The Issuance vs. Infrastructure Paradox
The United States, Japan, and the European Union have recently shifted their regulatory priorities. Rather than endlessly debating issuer qualifications, they're designing actual payment rails—the technical and operational backbone that allows stablecoins to settle transactions at scale. Meanwhile, discussions in South Korea (and many other markets) remain stuck on the first problem: who should be allowed to mint these coins.
This reveals a fundamental misunderstanding. A well-regulated issuer is worthless if there's no plumbing to move the asset. Think of it like licensing a central bank without building the interbank payment network—theoretically sound but practically useless.
Why This Matters for Global Finance
Stablecoins promise cross-border payments without traditional banking intermediaries. But that promise only materializes if infrastructure exists to route them efficiently. The EU's recent work on tokenization and instant settlement frameworks, alongside Japan's CBDC ecosystem planning, demonstrates this pivot toward "how do we operationalize this?" rather than "who gets to create this?"
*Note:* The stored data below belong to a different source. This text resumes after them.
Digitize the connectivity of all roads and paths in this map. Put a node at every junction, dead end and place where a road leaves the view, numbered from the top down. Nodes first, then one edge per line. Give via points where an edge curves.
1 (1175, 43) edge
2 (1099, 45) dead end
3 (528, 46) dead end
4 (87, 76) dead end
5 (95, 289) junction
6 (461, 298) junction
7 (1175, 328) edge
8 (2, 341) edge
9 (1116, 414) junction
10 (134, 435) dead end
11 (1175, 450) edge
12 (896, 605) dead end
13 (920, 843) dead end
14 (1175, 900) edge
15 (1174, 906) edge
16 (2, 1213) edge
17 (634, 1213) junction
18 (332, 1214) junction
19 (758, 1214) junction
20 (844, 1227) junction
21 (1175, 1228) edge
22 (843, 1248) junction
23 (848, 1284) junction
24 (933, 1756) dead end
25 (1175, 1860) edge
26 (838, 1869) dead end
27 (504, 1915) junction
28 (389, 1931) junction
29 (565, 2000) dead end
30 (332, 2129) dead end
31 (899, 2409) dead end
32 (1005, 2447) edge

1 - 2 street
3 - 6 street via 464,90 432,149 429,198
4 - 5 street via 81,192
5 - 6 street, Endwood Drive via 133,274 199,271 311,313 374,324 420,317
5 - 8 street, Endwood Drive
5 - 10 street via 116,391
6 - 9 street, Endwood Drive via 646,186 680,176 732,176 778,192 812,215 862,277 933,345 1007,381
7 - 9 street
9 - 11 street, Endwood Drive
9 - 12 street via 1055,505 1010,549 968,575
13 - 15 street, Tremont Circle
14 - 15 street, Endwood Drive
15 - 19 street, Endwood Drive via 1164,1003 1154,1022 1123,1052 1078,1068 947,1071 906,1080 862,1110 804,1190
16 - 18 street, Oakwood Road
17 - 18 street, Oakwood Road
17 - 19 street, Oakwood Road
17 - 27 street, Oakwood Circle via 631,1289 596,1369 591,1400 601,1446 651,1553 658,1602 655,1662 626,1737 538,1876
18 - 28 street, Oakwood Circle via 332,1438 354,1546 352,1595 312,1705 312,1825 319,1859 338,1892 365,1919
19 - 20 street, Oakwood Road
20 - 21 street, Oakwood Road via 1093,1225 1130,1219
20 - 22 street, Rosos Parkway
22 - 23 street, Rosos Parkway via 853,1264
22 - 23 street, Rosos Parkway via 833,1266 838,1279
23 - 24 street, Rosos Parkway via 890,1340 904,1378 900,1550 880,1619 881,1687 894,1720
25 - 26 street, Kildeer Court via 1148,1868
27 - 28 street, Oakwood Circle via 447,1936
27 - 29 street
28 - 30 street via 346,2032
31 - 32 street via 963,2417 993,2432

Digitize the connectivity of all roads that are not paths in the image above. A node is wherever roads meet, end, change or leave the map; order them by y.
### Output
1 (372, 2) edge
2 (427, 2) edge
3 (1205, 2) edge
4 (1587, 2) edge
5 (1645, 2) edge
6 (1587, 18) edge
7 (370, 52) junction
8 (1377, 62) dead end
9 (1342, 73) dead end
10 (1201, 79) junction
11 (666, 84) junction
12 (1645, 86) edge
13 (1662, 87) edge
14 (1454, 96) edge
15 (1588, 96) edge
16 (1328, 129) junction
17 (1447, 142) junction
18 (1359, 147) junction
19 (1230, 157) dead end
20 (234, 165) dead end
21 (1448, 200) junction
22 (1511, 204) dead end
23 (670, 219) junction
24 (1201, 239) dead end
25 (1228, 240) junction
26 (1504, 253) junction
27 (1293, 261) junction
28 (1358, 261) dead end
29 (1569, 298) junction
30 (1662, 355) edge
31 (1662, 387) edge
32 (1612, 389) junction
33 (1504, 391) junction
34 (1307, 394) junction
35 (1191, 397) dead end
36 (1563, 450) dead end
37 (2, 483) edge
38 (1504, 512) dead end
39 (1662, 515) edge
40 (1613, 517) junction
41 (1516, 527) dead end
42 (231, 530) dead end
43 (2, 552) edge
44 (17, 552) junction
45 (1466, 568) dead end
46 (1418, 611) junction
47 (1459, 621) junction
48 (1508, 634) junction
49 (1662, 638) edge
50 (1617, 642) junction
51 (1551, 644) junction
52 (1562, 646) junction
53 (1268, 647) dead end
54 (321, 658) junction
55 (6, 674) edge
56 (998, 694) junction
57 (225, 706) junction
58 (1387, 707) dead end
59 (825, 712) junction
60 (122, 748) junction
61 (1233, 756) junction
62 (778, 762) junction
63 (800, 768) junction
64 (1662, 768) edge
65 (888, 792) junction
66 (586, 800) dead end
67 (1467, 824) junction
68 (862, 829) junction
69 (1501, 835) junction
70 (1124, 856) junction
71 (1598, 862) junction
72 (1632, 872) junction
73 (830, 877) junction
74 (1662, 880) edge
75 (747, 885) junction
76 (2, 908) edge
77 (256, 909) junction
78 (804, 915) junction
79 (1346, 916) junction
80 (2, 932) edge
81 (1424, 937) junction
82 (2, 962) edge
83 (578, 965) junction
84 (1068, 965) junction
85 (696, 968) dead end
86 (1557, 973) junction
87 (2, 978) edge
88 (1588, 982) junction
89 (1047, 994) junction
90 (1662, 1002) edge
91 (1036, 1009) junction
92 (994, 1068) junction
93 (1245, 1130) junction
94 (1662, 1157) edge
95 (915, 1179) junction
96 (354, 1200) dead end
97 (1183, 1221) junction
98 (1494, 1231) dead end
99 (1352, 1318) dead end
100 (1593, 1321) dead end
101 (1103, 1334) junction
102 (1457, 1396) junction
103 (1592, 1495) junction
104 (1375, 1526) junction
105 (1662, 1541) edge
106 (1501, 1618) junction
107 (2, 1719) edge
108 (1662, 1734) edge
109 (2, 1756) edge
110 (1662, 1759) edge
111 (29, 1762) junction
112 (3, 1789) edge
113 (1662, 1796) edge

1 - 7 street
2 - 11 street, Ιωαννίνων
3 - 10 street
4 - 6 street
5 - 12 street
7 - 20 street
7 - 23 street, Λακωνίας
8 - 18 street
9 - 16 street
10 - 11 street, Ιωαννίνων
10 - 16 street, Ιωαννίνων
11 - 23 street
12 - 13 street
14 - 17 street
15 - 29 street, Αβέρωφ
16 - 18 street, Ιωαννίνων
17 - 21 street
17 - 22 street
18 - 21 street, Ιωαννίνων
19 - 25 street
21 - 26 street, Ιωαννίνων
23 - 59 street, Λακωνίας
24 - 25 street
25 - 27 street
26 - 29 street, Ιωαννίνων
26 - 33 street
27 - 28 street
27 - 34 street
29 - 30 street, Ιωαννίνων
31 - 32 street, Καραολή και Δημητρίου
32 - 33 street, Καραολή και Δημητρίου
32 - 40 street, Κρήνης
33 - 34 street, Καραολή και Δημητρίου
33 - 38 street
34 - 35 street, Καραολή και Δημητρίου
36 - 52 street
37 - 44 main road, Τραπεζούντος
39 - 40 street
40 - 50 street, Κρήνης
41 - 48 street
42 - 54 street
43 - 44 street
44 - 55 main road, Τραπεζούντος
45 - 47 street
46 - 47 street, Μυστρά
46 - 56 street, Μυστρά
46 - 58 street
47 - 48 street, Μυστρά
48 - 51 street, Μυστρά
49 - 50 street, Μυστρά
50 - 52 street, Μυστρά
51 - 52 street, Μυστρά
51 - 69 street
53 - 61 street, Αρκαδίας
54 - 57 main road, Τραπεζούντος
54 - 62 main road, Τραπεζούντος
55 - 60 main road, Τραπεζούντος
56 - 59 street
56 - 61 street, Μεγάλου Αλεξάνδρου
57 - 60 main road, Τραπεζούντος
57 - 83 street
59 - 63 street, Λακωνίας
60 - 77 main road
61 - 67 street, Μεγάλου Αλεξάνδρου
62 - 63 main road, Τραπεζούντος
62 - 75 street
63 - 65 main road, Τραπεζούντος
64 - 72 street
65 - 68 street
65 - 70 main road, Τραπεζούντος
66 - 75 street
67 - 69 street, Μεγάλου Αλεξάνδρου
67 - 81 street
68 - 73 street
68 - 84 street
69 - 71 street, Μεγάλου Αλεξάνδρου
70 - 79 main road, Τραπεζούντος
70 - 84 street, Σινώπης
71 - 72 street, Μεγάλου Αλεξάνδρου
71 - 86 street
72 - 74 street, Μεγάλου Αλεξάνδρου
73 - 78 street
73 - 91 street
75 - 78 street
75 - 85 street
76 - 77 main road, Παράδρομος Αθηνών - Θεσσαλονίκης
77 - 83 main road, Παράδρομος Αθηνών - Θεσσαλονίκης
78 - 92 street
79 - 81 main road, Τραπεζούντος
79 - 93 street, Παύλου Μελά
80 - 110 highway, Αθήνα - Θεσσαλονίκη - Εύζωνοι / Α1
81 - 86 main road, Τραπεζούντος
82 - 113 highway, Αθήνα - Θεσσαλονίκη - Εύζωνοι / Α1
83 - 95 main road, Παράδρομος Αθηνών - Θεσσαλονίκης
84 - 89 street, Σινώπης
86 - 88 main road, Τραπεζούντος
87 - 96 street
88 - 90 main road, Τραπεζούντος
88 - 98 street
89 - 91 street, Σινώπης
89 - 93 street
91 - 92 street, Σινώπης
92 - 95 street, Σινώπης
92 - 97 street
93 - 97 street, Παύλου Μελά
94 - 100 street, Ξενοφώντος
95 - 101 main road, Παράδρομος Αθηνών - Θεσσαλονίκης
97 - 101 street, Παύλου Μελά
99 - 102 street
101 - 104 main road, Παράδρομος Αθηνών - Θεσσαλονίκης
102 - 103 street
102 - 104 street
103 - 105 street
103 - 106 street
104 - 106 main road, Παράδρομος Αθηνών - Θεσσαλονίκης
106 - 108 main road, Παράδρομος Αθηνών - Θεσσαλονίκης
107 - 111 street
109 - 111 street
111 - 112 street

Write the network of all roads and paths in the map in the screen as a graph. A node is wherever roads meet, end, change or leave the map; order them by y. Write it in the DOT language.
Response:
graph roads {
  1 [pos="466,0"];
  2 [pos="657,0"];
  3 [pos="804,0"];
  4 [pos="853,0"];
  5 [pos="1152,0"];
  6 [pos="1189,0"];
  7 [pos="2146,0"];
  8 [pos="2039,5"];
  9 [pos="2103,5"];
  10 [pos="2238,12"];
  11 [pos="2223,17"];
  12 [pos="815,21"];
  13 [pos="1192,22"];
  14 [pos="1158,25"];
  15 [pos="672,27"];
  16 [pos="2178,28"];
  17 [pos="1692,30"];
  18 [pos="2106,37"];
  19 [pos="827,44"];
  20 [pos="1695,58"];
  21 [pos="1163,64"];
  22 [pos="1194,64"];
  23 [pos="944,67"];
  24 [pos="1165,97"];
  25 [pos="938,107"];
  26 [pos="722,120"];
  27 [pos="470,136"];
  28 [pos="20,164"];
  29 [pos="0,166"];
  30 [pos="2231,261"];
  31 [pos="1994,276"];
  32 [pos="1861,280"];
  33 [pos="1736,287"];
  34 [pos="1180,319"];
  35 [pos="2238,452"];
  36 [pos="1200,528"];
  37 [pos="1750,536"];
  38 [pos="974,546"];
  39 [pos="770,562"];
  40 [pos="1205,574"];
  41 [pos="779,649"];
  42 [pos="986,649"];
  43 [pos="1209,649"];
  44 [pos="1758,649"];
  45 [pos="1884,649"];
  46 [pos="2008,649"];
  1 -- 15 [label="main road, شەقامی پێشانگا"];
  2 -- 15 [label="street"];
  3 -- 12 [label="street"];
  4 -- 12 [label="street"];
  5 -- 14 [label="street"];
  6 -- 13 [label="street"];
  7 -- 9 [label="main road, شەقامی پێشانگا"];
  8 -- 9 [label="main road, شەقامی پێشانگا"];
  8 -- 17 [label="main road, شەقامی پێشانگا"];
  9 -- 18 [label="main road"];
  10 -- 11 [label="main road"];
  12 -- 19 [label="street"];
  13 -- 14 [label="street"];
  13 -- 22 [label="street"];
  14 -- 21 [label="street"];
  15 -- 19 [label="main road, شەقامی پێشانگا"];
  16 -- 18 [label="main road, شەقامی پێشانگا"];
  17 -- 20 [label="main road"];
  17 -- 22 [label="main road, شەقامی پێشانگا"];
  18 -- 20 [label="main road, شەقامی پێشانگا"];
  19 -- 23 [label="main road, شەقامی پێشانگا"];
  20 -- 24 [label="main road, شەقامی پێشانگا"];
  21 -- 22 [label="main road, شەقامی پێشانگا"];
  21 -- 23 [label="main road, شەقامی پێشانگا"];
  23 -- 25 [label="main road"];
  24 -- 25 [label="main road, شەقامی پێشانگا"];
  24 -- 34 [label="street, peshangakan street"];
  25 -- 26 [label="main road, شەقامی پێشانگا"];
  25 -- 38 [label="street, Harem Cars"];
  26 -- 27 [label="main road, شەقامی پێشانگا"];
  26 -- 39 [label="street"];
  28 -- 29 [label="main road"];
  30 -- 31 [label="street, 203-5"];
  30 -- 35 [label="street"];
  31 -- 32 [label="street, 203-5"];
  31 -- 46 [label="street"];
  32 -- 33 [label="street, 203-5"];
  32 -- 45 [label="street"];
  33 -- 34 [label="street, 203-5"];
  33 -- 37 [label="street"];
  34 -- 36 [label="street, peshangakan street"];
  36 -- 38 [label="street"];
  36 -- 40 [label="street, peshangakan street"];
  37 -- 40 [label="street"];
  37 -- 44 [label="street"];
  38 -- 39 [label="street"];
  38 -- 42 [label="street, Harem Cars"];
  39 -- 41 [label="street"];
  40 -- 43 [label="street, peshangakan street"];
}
South Korea's Digital Asset Basic Law discussions, reportedly nearing completion this month, currently emphasize issuer regulation and structural requirements. While necessary, this approach leaves critical questions unanswered: How will domestic banks interact with stablecoin networks? What are the monitoring and liquidity management protocols? How do settlement finality and custody arrangements work in practice?
The Missing Piece in Korea's Framework
Korea's blockchain ecosystem is technically advanced, yet regulatory discussions lag in transport and supervision mechanisms. This creates a paradox: Korea could pioneer stablecoin innovation but might regulate itself into a position where the infrastructure to use them effectively doesn't exist domestically.
International precedent suggests a dual-track approach: establish issuer standards *and* simultaneous design of transmission infrastructure. This means defining how stablecoins integrate with real-time gross settlement systems, how they interface with existing banking rails, and what surveillance mechanisms protect financial stability without killing innovation.
What Comes Next
Key Takeaway: The next phase of stablecoin regulation isn't about choosing between crypto-native platforms and traditional finance—it's about designing interoperable infrastructure that serves both. Markets that solve the transmission problem first will attract issuers and users; those focused purely on issuance rules will build in a vacuum.
As Korea finalizes its digital asset framework, the opportunity exists to leapfrog by building infrastructure-first rather than issuer-first. The technical sophistication is there. The question is whether regulatory thinking can catch up.